> _Task objective_
Start to finish, copy the data exactly.

- - - - -

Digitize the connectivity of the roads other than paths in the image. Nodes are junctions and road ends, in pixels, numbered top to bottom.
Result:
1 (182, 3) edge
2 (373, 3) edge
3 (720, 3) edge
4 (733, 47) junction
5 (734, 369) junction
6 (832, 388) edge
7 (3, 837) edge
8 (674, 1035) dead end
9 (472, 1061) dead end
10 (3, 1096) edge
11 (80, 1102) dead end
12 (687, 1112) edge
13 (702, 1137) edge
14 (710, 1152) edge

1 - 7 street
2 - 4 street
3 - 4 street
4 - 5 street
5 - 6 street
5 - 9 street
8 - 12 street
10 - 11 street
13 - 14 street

- - - - -

> _Final answer_
Digitize the connectivity of the roads other than paths in the image. Nodes are junctions and road ends, in pixels, numbered top to bottom.
Result:
1 (182, 3) edge
2 (373, 3) edge
3 (720, 3) edge
4 (733, 47) junction
5 (734, 369) junction
6 (832, 388) edge
7 (3, 837) edge
8 (674, 1035) dead end
9 (472, 1061) dead end
10 (3, 1096) edge
11 (80, 1102) dead end
12 (687, 1112) edge
13 (702, 1137) edge
14 (710, 1152) edge

1 - 7 street
2 - 4 street
3 - 4 street
4 - 5 street
5 - 6 street
5 - 9 street
8 - 12 street
10 - 11 street
13 - 14 street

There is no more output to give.